Stored items:
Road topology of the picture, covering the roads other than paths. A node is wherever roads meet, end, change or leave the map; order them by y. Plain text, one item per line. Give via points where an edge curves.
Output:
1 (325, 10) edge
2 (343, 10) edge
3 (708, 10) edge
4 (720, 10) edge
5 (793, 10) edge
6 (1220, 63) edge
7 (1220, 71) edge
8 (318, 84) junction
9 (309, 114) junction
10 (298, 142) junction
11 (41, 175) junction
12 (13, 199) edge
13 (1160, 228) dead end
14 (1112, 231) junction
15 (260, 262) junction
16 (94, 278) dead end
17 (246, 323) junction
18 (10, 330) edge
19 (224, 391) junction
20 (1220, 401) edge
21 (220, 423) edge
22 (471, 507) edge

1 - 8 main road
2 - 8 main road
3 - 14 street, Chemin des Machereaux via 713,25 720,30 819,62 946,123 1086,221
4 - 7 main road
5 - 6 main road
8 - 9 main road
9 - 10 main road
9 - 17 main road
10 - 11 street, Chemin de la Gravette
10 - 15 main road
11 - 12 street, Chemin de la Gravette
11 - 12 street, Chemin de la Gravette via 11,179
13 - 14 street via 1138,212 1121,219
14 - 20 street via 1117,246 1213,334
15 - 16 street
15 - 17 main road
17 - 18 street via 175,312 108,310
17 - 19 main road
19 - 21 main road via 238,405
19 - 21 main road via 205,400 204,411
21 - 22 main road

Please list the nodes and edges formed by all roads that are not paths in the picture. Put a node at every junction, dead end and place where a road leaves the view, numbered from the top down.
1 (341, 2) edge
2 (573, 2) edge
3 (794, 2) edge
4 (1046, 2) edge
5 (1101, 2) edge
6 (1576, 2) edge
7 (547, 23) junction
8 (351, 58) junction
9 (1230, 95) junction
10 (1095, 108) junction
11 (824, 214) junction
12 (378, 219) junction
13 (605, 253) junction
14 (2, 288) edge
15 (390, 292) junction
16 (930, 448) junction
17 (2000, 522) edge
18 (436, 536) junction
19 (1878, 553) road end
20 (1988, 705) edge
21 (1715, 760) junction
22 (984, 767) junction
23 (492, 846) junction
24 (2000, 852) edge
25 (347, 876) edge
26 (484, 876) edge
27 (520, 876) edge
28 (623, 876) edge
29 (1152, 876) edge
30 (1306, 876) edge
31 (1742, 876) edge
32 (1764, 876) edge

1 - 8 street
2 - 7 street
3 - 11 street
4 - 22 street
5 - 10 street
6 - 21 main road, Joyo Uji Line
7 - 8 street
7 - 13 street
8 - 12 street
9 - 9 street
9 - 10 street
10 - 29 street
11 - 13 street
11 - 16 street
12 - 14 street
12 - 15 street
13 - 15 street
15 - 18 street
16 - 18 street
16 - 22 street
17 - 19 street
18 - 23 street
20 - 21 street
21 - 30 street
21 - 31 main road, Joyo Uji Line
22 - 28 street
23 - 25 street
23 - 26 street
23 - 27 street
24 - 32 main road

AIM OF THE EXERCISE:
Take each line above that contains "Joyo" and copy it out.

YOUR SOLUTION:
6 - 21 main road, Joyo Uji Line
21 - 31 main road, Joyo Uji Line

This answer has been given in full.